> **Exercise requirements**
Output exactly the lines from the one holding "index dip: (686, 249)" through the final line of the entries.

(Items listed in a dataset)
########

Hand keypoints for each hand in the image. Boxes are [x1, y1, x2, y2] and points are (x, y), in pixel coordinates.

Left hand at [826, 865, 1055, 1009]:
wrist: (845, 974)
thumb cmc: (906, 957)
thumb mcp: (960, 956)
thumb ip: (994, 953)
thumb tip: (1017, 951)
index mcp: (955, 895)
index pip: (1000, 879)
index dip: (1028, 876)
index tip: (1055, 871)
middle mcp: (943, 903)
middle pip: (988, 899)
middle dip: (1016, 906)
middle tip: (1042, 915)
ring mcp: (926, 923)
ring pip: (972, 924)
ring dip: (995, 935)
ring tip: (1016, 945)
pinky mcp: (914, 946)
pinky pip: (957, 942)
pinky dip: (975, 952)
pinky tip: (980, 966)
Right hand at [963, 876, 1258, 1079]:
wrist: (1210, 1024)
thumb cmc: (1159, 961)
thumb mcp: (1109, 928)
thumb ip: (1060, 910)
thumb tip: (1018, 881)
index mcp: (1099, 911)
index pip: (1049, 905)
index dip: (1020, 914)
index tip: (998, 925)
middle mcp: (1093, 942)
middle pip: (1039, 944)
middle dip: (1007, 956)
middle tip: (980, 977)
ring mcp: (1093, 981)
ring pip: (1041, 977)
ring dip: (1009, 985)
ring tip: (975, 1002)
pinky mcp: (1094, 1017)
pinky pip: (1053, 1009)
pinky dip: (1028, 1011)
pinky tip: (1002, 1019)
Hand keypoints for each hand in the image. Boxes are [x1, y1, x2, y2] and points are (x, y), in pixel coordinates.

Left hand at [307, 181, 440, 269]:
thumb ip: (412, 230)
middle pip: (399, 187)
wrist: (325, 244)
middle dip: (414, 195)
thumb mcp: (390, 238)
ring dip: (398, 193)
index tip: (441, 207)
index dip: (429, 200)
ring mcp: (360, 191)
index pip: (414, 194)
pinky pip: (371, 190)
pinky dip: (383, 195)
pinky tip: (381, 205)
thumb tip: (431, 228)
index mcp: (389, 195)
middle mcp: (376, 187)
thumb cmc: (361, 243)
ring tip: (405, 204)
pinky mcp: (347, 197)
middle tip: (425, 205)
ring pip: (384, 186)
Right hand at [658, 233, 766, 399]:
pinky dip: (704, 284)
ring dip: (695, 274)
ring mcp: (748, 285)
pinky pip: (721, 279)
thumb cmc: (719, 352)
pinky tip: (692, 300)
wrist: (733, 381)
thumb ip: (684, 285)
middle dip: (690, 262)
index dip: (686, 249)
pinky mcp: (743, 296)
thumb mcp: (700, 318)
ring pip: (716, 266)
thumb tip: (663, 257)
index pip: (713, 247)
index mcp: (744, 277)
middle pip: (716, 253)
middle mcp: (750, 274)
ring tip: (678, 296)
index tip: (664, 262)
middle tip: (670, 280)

########

> **Response box**
index dip: (686, 249)
pinky mcp: (743, 296)
thumb mcp: (700, 318)
ring pip: (716, 266)
thumb tip: (663, 257)
index pip: (713, 247)
index mcp: (744, 277)
middle pip: (716, 253)
middle mcp: (750, 274)
ring tip: (678, 296)
index tip: (664, 262)
middle tip: (670, 280)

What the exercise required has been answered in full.